Over a year ago, I signed up for Mix, Garrett Camp’s successor to StumbleUpon. Mix is a web discovery engine that seeks to combine elements of algorithmic selection and conscious, deliberate curation. Reviewing my use of Mix, I find I’ve been tending to use it more as a place to post links I’d like to recommend than as a source of recommendations for my own reading. Having said that, I do flick through the “For You” feed every few days. I usually find something of interest but I’m nearly always reminded that there are two ways in which I find Mix less than satisfactory:

A lot of the recommended material comes from rather obvious sources, such as Slate, The Guardian or the New York Times. Since I visit the first two of these (I haven’t got a subscription to the NYT) at least daily, a lot of the recommendations are for stories I’ve already seen, or would expect to turn up in the normal course of my web browsing. Mix describes itself as a “discovery engine”, so ideally I’d expect it to suggest sites that are more esoteric, out of the ordinary, less likely to be found by one’s own unaided efforts. (Having said that, I must admit that I often post links to Slate or Guardian stories there myself!)
There’s still rather too much “snackable content”, or junk food for the mind. The day before I started to write this post, I made a note of the listicles that turned up in my “For You”. They included

19 Incredibly petty tweets about incredibly petty people;
25 Tips to becoming a writer;
Top 10 Pilot carrier takeoffs and landings;
Top blockchain art projects (OK, this one doesn’t have a number in the title — but blockchain!);
10 Obviously queer things people did before they realized they were queer.

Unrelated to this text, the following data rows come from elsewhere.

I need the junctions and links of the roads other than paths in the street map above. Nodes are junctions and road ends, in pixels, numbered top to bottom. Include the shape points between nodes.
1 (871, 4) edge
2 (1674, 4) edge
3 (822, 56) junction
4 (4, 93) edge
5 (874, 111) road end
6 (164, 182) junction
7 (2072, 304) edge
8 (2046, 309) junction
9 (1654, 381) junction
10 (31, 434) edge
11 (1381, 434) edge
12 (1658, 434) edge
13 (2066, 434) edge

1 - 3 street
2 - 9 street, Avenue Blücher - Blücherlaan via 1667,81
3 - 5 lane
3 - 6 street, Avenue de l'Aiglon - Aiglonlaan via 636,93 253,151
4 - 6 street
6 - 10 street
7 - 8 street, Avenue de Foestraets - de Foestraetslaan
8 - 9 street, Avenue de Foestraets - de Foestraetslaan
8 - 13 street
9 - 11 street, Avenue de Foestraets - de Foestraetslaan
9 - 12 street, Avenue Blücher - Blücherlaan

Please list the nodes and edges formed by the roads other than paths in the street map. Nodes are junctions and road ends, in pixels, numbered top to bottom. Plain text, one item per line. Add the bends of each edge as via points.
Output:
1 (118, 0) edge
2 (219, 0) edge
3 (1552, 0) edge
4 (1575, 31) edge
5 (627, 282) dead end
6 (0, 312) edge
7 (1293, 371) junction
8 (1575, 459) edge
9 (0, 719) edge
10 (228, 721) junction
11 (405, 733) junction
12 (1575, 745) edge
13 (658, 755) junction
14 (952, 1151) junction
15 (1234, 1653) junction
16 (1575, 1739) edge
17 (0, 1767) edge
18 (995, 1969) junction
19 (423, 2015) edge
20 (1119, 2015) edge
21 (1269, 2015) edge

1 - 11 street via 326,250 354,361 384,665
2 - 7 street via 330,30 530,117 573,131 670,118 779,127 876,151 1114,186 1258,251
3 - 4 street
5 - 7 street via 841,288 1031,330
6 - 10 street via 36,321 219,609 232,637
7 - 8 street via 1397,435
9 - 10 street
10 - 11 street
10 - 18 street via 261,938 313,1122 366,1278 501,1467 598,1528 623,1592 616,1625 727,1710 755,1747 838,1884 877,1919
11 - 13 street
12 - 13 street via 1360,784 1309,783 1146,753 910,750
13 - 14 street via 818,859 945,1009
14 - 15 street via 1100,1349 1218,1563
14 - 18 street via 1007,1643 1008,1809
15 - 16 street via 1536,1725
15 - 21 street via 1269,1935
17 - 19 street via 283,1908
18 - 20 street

I found these while scrolling through about 20 items, so let’s say 25% are listicles. That’s twice as good as Pinterest, where it seemed to me that at least every second recommendation was a listicle. The tentative conclusion I drew from this is that, even when mixed with active, conscious curation, the selection algorithms tend inexorably to push lightweight, insubstantial confections to the top. If that’s true, perhaps we need to start placing more emphasis on curation and much less on algorithms.

(By the way, I dislike the term “curation” and have been trying to think of an alternative as I’ve been writing this. It comes from the same root as “curate” and has to do with care: as a curate has the care of souls, a curator is someone who is expected to take care of, and carefully select for display, the exhibits in a gallery or museum. It seems to me that a lot of the supposed curation on the web is really too indiscriminate to deserve this description.)

The prominence of well known news sites like Slate and the Guardian, on the one hand, and listicles on the other mean that Mix is coming to resemble a typical news feed on social media. So maybe “curated discovery” is not the effective alternative to algorithmic recommendations that I’d hoped. In any case, I think we need to exercise more discrimination in the selection of websites (etc.) to recommend. I suspect we need to concentrate less on search and more on exploration. With that in mind, I’ve added a page to my website, listing blogs and personal sites that I like, and that I recommend to you. As yet, the page doesn’t have a large number of links. It’s admittedly a modest start and my aim is to grow it slowly, not to deluge potential readers with a link dump.

The first link on that page is to a directory maintained by someone I follow on Micro.blog, Brad Enslen. Brad argues that we need to revive some of the old tools we used for web discovery before Google rose to dominance: tools like manually assembled directories, webrings, blogrolls and RSS feeds. Such small scale tools aren’t going to put the whole of web at our disposal but (as it’s time we realized) neither are Google or Facebook.

First, algorithmic search and, later, social media have made us passive. We expect the web to come to us. Garret Camp set up Mix partly in an attempt to address that problem, but (as I noted above) it’s still too easy just to treat it as another news feed. There used to be a slogan on the web: “You are the browser”. It’s time we remembered that, and got (actively) browsing.